Todt was also allowed to appear in court unshackled, and the judge has forbidden mention of his last name as the German word for “dead,” the newspaper reported. The jury will be allowed to see photos of the victims’ bodies, despite protests from the defense.

During a four-hour hearing on Tuesday, lawyers and the judge sought to settle pending motions before jury selection, which is set to begin Nov. 1. The judge said the trial could still be delayed, calling next week’s date a “placeholder.”

Pennsylvania
Police to get stun guns after Wallace shooting

PHILADELPHIA (AP) — Philadelphia will spend $14 million to equip all of its officers with stun guns, train them on how to use them and require officers to wear them while on duty.

The Philadelphia Inquirer reported the announcement Tuesday, the anniversary of the fatal police shooting of Walter Wallace Jr., which was filmed by a bystander and sparked days of protests over police brutality. The 27-year-old Wallace, who was Black, was having a mental health episode.

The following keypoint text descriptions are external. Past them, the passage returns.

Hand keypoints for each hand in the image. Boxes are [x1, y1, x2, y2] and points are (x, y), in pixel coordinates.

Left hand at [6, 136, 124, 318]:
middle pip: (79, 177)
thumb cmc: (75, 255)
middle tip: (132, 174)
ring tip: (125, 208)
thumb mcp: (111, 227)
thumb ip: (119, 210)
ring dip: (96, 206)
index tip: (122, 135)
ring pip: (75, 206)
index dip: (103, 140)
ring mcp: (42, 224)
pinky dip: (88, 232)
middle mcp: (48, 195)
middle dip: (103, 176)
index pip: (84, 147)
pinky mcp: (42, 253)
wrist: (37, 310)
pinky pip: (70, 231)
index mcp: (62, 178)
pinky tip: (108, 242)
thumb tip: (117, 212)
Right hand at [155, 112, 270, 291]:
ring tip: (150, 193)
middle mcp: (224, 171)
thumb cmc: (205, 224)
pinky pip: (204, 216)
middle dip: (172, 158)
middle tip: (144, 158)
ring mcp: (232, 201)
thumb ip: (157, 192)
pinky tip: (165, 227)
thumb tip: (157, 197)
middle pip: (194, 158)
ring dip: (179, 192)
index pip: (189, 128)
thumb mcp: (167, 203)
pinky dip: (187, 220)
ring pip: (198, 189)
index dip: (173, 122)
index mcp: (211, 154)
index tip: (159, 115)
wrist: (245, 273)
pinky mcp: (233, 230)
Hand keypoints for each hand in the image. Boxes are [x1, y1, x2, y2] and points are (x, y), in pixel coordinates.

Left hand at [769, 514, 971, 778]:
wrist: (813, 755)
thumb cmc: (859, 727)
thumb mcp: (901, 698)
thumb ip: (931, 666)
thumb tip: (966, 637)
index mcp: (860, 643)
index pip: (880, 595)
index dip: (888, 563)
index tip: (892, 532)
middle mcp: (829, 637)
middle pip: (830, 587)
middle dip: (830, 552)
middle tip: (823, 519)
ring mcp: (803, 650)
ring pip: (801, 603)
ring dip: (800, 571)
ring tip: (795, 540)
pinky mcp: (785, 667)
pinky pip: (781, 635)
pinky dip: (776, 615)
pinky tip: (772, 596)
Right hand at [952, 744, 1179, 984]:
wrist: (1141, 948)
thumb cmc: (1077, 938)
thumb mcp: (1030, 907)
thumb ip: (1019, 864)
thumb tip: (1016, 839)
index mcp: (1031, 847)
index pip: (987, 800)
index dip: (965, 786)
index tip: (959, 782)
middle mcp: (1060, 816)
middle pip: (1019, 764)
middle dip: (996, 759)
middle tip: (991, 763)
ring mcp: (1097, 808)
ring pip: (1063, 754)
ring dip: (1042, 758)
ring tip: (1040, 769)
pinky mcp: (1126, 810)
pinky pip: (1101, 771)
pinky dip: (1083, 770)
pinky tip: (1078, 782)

He was holding a knife when he was shot 14 times by two white police officers who were not equipped with stun guns, police officials said. The announcement Tuesday was made in coordination with Wallace’s family, including his mother, who witnessed his shooting.

“The killing of Mr. Wallace, Jr. was painful and traumatic for many Philadelphians,” Mayor Jim Kenney said in a statement. “This tragic and unsettling incident, along with last year’s protests, underscored the urgency of many important reforms such as mental health training and crisis response resources.”

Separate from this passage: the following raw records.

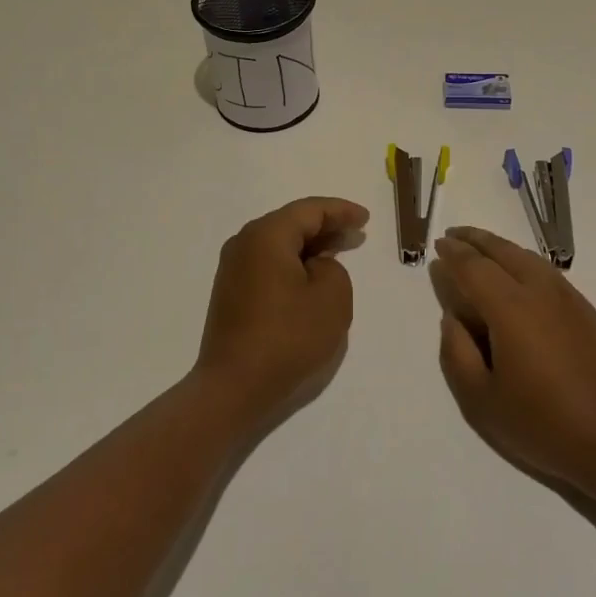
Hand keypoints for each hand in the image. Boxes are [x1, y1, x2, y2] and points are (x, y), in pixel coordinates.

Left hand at [196, 196, 369, 424]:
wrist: (233, 386)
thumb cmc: (287, 337)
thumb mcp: (332, 298)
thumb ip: (333, 268)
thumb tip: (314, 267)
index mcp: (266, 235)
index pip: (309, 210)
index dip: (341, 211)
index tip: (365, 218)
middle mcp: (244, 243)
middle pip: (291, 223)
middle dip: (325, 226)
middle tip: (356, 233)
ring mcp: (233, 268)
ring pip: (279, 243)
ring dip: (309, 246)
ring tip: (338, 252)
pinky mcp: (231, 291)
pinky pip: (268, 263)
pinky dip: (293, 263)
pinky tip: (311, 275)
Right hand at [430, 227, 595, 492]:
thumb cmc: (544, 424)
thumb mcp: (482, 402)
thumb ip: (458, 354)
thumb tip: (451, 319)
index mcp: (510, 308)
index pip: (474, 268)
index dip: (454, 254)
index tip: (438, 245)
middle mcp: (539, 291)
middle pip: (503, 252)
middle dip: (476, 240)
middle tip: (454, 235)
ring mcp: (567, 298)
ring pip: (528, 258)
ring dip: (501, 247)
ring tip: (482, 248)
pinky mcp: (586, 311)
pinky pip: (546, 271)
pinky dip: (524, 261)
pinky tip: (519, 274)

After the shooting, police and city officials said that nearly two-thirds of the more than 6,000-member Philadelphia police force were not equipped with or trained to use electroshock weapons, a less lethal use of force.

After the police killing of George Floyd in Minneapolis just a few months before Wallace’s death, protests erupted across the country calling for changes to address police brutality. Advocates pushed departments to require training officers to exhaust other forms of force before firing guns.

After the Wallace shooting, the victim’s family sued the officers, alleging they used unreasonable force, and the city for failing to equip its officers with the stun guns, as had been recommended after a 2015 report by the U.S. Department of Justice. The lawsuit is still pending.

Wallace’s family had called for help several times the day of his shooting, and the final 911 call warned that Wallace was mentally unstable.

As part of reforms in how police and first responders handle mental health crises after the shooting of Wallace, the city began a pilot program that pairs a health care worker with a police officer to respond to 911 calls. The city hopes to expand that program.